Diz a notícia de jornal: "Devido às alterações que fez, a Igreja deixou de ser apostólica".

Em resposta, torna-se oportuno, antes do mais, examinar o que signifique o atributo "apostólica" aplicado à Igreja. Já no Novo Testamento se encontra a noção de que o patrimônio da fé não chega aos fiéis como algo descido do céu diretamente, mas, sim, como algo que parte do Pai, passa por Jesus Cristo, pelos Apóstolos e, finalmente, chega a cada indivíduo no seu respectivo tempo. Assim, por exemplo, Jo 1, 1-3: "O que era desde o princípio, o que ouvimos, o que vimos com nossos olhos, o que contemplamos, e o que nossas mãos apalparam do Verbo da vida... nós vos anunciamos esta Vida eterna, que estava voltada para o Pai e que vos apareceu". Cf. Jo 17, 7s; 20, 21; Mt 28, 18-20; Rm 10, 13-17; 2Tm 2, 2; Tt 1, 5.

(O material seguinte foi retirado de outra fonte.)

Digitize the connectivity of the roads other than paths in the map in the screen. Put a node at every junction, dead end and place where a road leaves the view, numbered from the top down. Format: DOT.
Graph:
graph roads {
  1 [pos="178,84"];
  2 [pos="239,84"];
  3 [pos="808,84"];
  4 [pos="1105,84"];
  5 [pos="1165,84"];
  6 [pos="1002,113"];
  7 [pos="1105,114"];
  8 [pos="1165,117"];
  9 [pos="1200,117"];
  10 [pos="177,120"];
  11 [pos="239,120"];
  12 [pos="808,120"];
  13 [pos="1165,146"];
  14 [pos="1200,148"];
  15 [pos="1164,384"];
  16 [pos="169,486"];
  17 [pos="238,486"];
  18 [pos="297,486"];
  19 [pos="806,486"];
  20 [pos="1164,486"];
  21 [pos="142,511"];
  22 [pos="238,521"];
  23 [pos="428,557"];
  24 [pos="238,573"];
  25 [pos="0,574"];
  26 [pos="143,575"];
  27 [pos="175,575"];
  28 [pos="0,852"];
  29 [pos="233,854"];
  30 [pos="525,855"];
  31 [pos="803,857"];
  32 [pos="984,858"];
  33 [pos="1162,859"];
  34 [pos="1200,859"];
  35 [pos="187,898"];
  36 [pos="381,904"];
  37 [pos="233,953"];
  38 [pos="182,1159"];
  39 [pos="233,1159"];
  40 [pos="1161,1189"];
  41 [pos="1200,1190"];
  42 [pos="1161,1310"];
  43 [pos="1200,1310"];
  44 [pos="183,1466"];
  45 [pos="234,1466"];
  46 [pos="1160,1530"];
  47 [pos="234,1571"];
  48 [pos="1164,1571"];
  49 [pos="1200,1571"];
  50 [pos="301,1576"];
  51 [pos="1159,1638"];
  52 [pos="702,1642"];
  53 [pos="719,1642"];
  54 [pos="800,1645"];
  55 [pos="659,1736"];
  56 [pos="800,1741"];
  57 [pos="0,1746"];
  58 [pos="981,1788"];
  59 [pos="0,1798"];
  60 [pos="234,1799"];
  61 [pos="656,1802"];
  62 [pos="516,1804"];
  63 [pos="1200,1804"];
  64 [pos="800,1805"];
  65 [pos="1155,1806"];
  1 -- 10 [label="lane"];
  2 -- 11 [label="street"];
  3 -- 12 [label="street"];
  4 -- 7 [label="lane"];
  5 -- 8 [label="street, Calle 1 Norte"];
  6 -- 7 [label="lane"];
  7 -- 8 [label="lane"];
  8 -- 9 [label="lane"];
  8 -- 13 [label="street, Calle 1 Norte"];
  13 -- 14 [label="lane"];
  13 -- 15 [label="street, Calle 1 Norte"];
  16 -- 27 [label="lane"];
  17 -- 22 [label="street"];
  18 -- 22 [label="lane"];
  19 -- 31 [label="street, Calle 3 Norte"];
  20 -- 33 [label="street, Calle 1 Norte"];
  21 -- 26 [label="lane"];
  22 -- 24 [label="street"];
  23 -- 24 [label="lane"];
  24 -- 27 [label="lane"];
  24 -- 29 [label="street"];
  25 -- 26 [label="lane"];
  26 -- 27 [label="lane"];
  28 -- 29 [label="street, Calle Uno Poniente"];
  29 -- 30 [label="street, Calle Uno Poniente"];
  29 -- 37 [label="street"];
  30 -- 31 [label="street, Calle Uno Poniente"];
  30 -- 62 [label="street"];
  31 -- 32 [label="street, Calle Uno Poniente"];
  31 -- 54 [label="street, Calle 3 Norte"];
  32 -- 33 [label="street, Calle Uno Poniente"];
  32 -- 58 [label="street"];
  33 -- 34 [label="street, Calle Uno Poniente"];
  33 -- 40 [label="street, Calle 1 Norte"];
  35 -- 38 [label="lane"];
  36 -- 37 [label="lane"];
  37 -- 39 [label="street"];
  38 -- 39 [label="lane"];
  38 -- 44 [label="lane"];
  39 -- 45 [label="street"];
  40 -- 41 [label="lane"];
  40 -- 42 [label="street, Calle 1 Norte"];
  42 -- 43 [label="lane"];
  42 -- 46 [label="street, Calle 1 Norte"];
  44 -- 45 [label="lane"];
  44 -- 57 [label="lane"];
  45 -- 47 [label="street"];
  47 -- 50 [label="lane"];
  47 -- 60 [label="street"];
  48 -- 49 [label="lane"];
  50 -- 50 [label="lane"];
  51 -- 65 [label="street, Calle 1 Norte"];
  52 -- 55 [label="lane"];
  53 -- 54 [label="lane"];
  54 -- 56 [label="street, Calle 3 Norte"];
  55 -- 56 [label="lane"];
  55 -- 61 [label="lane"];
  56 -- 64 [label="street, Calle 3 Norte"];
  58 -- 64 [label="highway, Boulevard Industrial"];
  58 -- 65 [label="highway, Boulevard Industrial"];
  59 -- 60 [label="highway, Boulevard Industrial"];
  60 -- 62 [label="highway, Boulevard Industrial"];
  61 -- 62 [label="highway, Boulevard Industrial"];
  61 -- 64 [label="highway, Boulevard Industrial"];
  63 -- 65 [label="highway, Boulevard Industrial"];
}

Os primeiros escritores da Igreja retomaram e estenderam essa série de comunicações ou missões. Assim lemos em Tertuliano: "Sem dúvida, é preciso afirmar que as igrejas receberam dos Apóstolos; os Apóstolos receberam de Cristo, e Cristo recebeu de Deus" (De Praescriptione Haereticorum 21, 4). Os antigos davam grande apreço às listas de Bispos que houvessem ocupado uma sede outrora fundada ou governada por um Apóstolo. S. Ireneu de Lião (+202) é o autor de um desses catálogos: "Depois de ter assim fundado e edificado a Igreja, os bem-aventurados Apóstolos transmitiram a Lino o cargo do episcopado... Anacleto lhe sucede. Depois, em terceiro lugar a partir dos Apóstolos, é a Clemente que cabe o episcopado... A Clemente sucedem Evaristo, Alexandre; em seguida, em sexto lugar a partir dos Apóstolos, é instituído Sixto, depois Telésforo, também glorioso por seu martírio; depois Higino, Pio, Aniceto, Sotero, sucessor de Aniceto; e, agora, Eleutério detém o episcopado em décimo segundo lugar a partir dos Apóstolos" (Contra as Heresias III,2,1s).

Com outras palavras: para os antigos, a Igreja é uma comunidade que teve início com os Apóstolos, mas está destinada a se prolongar até o fim dos tempos, de modo que Ela não é senão o desabrochamento do cerne dos Apóstolos. Vejam-se as palavras de Tertuliano (+220 aproximadamente): "Foi primeiramente na Judéia que eles (os Apóstolos escolhidos e enviados por Jesus Cristo) implantaram a fé em Jesus Cristo e estabeleceram comunidades. Depois partiram pelo mundo afora e anunciaram às nações a mesma doutrina e a mesma fé. Em cada cidade fundaram Igrejas, às quais, desde aquele momento, as outras Igrejas emprestam a estaca da fé e a semente da doutrina; aliás, diariamente emprestam-nas, para que se tornem elas mesmas Igrejas. A este título mesmo são consideradas comunidades apostólicas, na medida em que são filhas das Igrejas apostólicas. Cada coisa é necessariamente definida pela sua origem. Eis por que tais comunidades, por mais numerosas e densas que sejam, não são senão a primitiva Igreja apostólica, da qual todas procedem... Assim faz-se uma única tradição de um mesmo Mistério" (De Praescriptione Haereticorum 2, 4-7.9).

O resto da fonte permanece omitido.